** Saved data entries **

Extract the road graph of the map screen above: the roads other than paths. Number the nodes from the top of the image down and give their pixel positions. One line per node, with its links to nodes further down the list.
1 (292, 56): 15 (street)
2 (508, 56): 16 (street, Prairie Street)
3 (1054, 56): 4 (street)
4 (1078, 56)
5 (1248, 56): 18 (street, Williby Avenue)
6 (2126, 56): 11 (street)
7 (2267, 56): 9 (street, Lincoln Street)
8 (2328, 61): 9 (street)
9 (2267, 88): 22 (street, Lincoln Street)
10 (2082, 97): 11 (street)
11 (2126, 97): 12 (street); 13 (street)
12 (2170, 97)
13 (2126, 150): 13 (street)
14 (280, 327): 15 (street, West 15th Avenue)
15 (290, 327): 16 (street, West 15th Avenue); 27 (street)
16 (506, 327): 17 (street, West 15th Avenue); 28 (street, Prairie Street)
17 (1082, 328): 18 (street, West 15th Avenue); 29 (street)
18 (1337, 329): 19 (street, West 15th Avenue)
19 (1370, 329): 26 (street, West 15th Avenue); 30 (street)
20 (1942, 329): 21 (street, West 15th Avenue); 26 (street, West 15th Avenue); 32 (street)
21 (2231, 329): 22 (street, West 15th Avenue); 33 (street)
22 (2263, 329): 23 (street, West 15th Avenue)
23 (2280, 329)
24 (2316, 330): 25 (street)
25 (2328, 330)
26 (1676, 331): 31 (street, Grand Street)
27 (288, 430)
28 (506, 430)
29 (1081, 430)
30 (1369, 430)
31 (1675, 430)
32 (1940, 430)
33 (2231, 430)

---

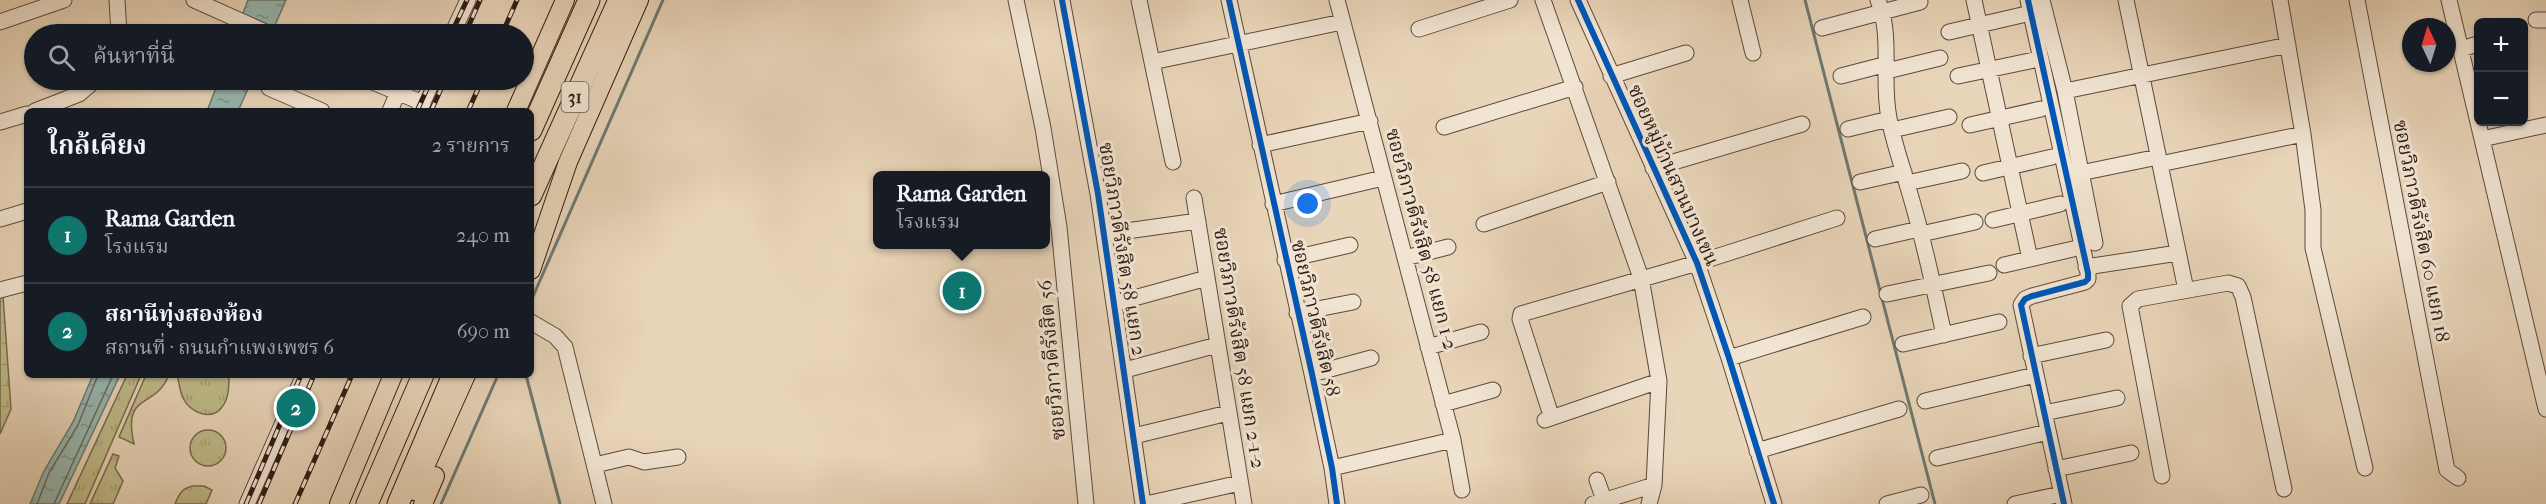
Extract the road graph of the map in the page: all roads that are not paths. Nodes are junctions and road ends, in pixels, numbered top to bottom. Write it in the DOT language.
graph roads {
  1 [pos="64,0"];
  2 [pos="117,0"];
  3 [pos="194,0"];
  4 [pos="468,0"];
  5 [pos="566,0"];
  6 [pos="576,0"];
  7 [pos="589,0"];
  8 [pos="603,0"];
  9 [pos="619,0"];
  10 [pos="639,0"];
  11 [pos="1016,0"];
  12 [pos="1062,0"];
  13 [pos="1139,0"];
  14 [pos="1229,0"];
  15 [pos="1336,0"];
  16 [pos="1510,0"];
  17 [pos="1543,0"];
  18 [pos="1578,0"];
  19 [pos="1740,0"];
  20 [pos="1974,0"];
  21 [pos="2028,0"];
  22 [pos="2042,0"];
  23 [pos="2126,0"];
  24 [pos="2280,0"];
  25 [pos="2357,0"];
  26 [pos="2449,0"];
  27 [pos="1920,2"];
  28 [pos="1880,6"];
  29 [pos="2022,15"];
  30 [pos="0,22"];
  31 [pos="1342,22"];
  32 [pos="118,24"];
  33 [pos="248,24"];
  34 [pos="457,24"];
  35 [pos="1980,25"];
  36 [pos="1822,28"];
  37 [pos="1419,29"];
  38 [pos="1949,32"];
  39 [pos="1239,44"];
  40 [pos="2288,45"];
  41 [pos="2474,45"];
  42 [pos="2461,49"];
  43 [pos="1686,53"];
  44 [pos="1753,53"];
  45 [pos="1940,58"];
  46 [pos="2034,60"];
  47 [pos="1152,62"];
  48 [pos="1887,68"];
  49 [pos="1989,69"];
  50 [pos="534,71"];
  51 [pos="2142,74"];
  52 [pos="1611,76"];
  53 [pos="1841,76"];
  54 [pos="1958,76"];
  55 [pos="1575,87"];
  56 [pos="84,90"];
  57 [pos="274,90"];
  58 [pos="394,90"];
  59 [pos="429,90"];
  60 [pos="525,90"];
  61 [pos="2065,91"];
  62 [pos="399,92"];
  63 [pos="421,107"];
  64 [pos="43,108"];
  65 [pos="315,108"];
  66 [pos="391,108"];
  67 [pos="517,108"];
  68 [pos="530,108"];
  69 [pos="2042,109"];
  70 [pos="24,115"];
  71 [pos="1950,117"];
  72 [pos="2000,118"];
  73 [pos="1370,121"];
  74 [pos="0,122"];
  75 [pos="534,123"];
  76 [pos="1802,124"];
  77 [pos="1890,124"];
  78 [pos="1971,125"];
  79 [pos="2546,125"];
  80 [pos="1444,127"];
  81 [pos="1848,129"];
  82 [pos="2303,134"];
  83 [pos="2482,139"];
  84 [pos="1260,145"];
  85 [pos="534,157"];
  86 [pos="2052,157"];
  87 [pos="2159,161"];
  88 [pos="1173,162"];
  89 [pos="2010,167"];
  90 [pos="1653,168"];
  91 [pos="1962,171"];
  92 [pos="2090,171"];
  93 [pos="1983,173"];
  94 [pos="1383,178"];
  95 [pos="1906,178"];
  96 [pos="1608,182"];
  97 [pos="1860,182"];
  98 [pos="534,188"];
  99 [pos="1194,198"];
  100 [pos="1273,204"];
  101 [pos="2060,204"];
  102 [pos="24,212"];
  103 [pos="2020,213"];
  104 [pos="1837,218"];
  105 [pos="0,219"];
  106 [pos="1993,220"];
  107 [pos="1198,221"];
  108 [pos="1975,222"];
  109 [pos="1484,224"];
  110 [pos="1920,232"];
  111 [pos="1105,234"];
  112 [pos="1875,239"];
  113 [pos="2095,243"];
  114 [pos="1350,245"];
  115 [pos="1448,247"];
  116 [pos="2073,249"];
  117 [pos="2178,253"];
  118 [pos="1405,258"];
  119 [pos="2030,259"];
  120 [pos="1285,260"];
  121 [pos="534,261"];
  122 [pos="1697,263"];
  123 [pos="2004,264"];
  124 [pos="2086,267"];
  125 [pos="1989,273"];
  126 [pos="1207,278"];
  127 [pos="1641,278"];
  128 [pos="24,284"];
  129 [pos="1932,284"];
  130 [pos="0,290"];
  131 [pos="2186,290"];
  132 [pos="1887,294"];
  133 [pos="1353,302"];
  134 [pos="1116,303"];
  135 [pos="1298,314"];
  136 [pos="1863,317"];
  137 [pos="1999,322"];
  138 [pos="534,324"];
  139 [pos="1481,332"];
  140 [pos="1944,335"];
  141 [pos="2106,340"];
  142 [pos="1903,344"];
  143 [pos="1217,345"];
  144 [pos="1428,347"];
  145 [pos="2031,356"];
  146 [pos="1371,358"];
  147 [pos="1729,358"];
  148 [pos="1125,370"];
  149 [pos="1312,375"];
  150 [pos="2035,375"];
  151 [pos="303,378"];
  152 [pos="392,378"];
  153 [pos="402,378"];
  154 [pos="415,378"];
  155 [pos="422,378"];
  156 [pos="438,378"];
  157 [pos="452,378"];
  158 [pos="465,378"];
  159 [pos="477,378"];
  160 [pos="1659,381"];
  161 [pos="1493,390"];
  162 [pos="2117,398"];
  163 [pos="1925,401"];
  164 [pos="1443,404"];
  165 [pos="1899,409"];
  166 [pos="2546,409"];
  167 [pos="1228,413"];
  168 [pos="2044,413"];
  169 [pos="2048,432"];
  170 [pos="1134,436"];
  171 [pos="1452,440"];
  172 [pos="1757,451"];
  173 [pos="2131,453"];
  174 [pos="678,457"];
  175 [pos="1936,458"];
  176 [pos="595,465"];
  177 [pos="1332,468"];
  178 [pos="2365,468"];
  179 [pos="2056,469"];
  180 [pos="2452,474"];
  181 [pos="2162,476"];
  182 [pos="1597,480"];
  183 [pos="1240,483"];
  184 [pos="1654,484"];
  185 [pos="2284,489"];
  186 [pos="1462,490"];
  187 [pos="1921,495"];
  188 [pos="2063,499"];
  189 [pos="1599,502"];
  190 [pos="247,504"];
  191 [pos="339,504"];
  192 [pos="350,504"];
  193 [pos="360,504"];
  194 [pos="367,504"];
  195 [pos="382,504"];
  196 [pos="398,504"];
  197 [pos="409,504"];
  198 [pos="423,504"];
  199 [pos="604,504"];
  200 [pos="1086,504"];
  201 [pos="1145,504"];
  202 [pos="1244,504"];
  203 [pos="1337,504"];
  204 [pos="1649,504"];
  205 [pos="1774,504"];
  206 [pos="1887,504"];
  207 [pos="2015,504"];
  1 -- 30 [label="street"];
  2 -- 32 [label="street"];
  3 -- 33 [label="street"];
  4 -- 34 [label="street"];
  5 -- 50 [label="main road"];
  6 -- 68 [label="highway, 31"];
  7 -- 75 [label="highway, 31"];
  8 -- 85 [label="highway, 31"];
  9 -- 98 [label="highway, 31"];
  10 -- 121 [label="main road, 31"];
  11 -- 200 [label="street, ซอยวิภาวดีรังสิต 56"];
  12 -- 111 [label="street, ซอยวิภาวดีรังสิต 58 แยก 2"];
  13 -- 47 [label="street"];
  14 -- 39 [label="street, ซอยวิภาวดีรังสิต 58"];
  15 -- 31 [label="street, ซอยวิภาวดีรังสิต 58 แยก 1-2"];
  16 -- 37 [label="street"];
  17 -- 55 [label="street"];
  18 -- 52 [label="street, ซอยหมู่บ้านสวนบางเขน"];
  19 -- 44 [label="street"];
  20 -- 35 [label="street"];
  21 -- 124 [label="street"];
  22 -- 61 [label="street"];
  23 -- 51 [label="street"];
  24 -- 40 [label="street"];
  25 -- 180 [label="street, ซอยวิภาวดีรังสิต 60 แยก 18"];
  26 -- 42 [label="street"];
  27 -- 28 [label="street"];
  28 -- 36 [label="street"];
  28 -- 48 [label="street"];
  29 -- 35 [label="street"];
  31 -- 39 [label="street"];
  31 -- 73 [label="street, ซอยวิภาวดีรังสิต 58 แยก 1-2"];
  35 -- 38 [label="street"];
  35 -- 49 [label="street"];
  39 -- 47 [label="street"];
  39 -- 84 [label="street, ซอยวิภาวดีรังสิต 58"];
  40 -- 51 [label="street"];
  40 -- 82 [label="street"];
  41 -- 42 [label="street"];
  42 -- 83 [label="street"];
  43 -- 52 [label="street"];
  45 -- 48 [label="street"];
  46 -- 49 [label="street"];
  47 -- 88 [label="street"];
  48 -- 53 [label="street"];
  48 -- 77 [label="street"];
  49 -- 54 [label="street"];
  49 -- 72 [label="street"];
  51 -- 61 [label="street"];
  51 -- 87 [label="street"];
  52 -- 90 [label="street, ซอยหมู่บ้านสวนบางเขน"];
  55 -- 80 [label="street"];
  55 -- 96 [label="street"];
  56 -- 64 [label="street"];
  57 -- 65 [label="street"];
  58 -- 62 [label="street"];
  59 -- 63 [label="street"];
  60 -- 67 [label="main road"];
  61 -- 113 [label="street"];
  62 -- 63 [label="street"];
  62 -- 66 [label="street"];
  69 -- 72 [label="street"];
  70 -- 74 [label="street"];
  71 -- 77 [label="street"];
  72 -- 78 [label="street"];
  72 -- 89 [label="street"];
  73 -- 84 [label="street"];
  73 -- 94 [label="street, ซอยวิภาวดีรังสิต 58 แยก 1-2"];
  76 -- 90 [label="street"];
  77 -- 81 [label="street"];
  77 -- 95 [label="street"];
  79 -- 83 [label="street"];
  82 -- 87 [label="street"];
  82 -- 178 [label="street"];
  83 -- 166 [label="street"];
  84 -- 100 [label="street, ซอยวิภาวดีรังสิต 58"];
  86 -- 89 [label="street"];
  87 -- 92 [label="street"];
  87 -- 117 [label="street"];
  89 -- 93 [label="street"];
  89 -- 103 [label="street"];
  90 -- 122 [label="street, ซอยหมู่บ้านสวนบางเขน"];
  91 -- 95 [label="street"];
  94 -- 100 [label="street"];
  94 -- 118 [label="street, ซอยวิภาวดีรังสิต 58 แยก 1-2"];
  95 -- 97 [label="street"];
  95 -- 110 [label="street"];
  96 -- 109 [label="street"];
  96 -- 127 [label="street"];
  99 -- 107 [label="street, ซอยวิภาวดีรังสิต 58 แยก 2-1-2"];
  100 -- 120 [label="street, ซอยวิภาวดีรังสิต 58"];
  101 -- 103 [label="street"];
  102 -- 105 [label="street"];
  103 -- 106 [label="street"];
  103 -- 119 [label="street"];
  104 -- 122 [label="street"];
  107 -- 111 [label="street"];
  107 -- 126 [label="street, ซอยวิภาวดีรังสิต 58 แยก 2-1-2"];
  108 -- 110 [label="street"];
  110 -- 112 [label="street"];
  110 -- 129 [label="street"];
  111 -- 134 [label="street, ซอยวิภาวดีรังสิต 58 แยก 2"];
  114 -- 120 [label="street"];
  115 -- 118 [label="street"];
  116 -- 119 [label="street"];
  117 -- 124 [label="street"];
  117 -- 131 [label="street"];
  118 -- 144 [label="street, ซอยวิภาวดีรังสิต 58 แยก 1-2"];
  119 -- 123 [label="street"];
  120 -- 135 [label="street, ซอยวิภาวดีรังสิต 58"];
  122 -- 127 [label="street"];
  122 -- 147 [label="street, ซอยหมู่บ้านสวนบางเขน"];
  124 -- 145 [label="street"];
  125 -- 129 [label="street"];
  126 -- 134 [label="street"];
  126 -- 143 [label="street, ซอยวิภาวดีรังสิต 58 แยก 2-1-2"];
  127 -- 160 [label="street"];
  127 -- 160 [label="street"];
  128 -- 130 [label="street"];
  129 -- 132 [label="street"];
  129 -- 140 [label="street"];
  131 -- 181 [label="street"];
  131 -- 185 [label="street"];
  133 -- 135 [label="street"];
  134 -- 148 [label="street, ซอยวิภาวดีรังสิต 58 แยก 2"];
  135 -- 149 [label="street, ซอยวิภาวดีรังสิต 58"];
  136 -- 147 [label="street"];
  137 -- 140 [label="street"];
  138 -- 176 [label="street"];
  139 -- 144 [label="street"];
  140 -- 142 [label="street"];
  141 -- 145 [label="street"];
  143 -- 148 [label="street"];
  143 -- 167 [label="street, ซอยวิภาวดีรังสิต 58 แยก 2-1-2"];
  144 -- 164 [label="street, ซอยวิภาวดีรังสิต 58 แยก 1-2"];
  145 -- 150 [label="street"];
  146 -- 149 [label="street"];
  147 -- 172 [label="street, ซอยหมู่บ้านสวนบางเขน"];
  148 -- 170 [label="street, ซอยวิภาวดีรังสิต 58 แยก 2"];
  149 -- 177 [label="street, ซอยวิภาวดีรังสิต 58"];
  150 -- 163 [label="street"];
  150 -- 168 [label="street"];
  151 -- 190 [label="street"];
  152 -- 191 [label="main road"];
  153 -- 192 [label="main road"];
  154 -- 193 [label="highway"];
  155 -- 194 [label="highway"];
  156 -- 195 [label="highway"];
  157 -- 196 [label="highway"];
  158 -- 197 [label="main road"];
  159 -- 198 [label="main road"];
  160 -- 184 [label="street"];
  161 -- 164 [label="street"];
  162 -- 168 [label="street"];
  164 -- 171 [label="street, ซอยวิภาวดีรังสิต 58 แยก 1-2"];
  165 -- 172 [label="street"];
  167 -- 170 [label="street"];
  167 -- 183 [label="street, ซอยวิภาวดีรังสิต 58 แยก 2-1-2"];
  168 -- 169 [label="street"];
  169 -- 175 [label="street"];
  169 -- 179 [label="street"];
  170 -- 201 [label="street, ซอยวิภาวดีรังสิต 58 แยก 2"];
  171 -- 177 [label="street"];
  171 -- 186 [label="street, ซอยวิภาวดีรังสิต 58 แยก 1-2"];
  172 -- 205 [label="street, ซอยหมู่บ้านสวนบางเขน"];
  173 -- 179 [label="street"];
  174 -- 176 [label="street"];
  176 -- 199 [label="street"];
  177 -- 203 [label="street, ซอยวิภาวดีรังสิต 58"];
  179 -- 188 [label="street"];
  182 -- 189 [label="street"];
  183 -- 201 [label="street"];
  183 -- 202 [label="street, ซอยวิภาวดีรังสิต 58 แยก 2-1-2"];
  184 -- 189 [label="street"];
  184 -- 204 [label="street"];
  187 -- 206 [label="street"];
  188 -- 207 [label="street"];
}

** WORK REQUEST **
Show all lines from the entries that hold "paths".

** PROBLEM SOLUTION **
Extract the road graph of the map screen above: the roads other than paths. Number the nodes from the top of the image down and give their pixel positions. One line per node, with its links to nodes further down the list.
Extract the road graph of the map in the page: all roads that are not paths. Nodes are junctions and road ends, in pixels, numbered top to bottom. Write it in the DOT language.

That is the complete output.